BEGIN DATASET RECORDS
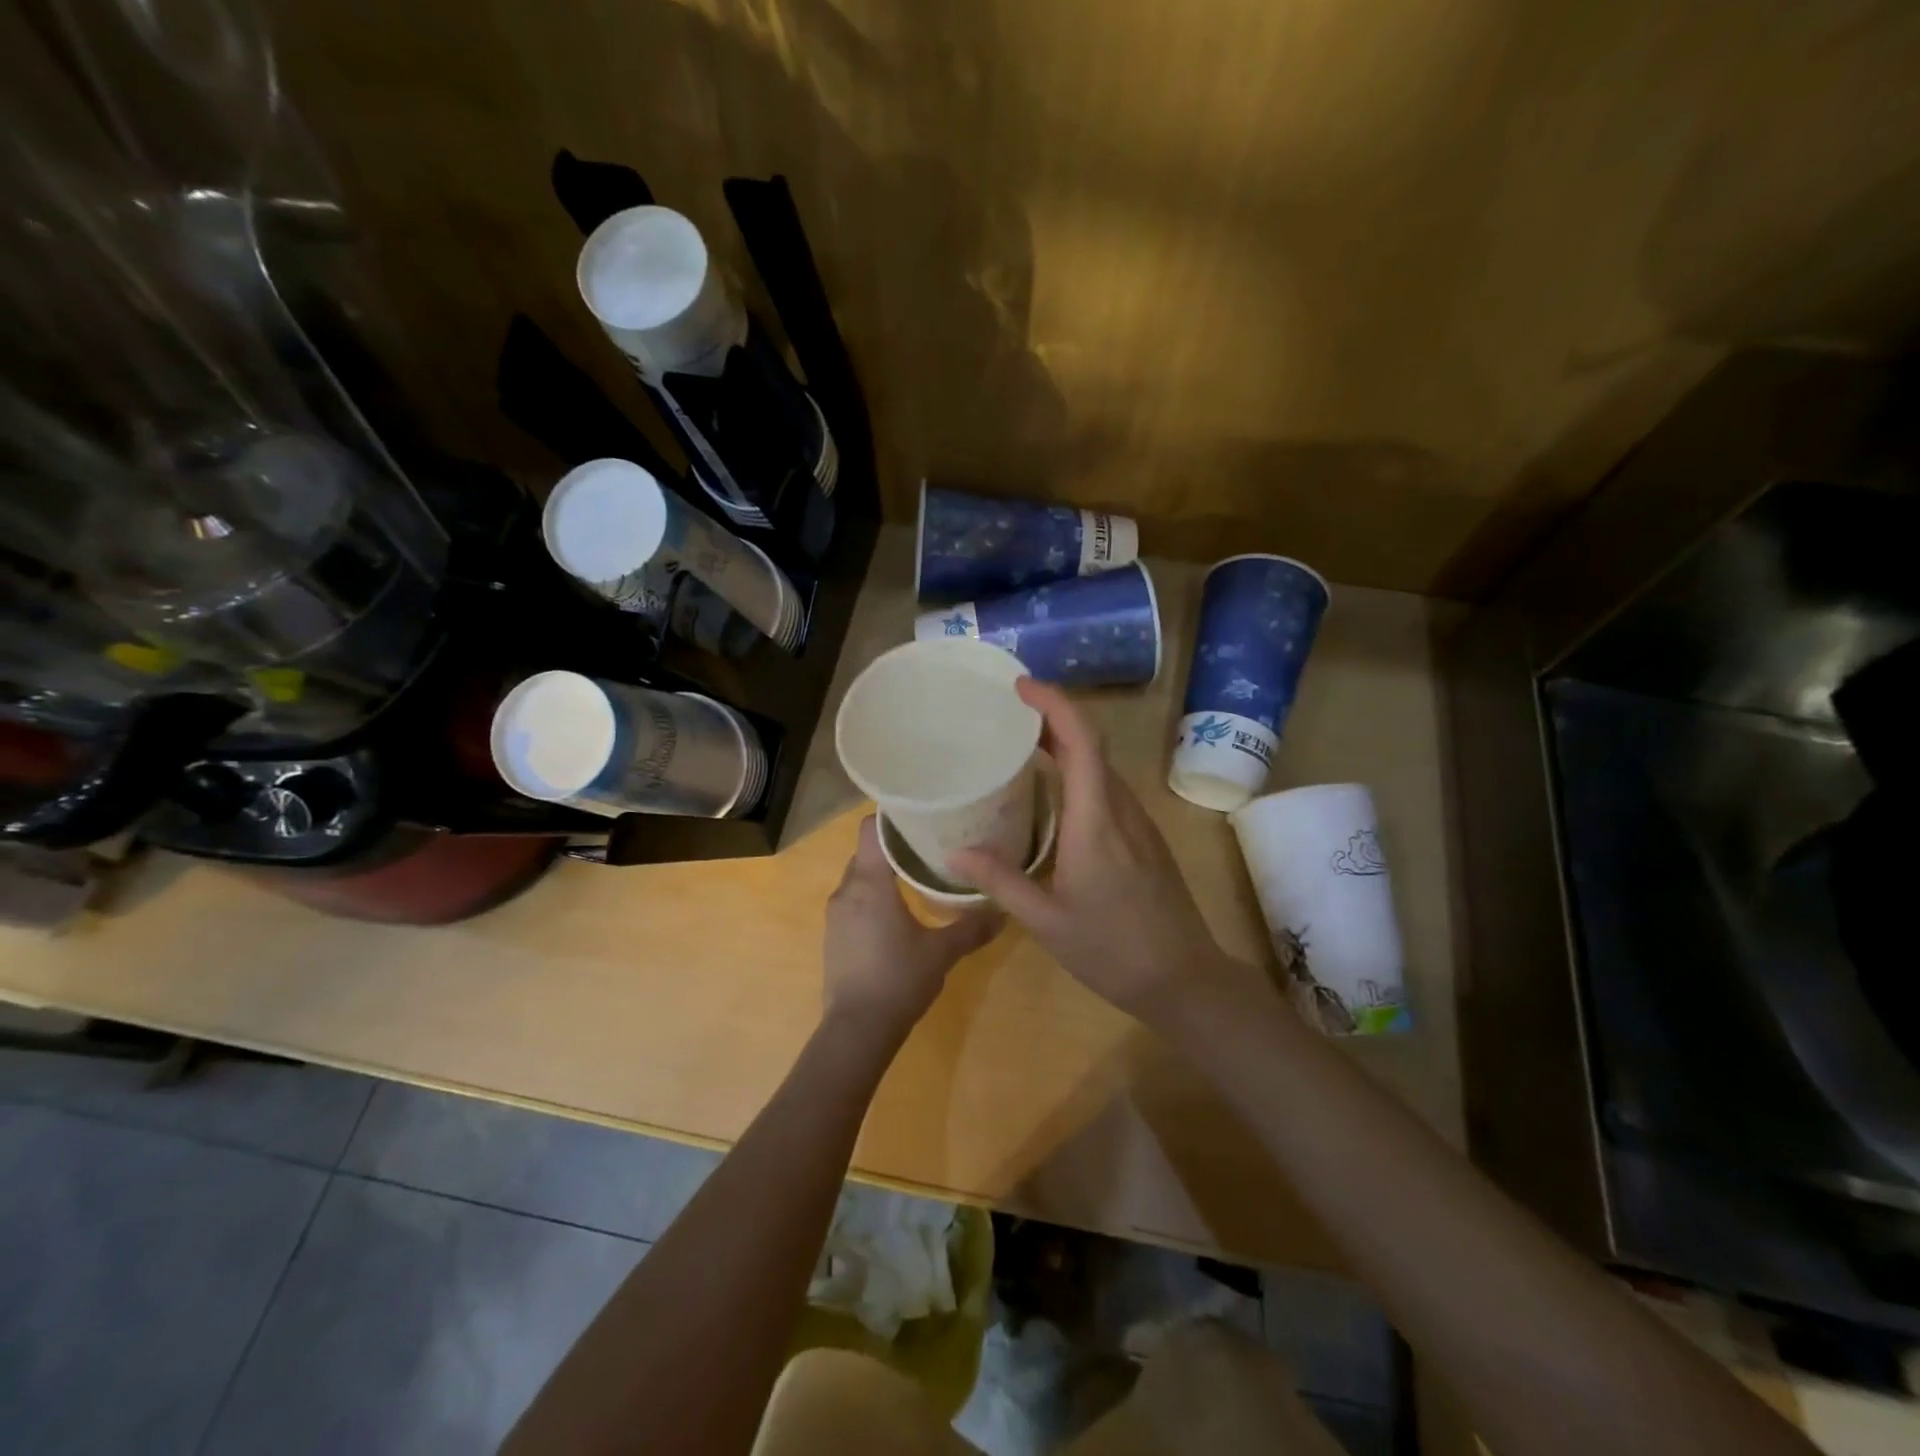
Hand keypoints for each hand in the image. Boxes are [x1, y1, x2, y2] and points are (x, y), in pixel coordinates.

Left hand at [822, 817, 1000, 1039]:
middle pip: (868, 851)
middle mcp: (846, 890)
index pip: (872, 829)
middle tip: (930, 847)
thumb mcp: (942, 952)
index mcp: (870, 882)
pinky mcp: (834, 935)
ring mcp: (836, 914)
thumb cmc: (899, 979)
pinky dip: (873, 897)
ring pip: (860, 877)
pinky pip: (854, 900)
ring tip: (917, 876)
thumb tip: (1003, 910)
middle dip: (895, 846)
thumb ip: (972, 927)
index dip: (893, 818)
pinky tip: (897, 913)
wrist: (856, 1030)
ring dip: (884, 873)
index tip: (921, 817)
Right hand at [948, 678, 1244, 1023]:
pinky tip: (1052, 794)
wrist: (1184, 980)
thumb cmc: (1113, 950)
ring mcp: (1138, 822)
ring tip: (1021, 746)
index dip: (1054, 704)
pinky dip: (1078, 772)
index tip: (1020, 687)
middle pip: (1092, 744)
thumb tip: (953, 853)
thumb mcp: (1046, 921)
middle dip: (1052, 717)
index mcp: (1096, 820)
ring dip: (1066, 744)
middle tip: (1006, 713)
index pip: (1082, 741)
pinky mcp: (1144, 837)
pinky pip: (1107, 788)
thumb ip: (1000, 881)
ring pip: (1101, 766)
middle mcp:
END DATASET RECORDS
PROBLEM REQUIREMENTS:
Copy out every line from the data above in which the word "thumb" occurs.

EXPECTED OUTPUT:
thumb mcp: (942, 952)
thumb cmc: (899, 979)
thumb tip: (1003, 910)
thumb ip: (972, 927)
thumb cmc: (1113, 950)
thumb tip: (953, 853)
thumb mcp: (1046, 921)
thumb ip: (1000, 881)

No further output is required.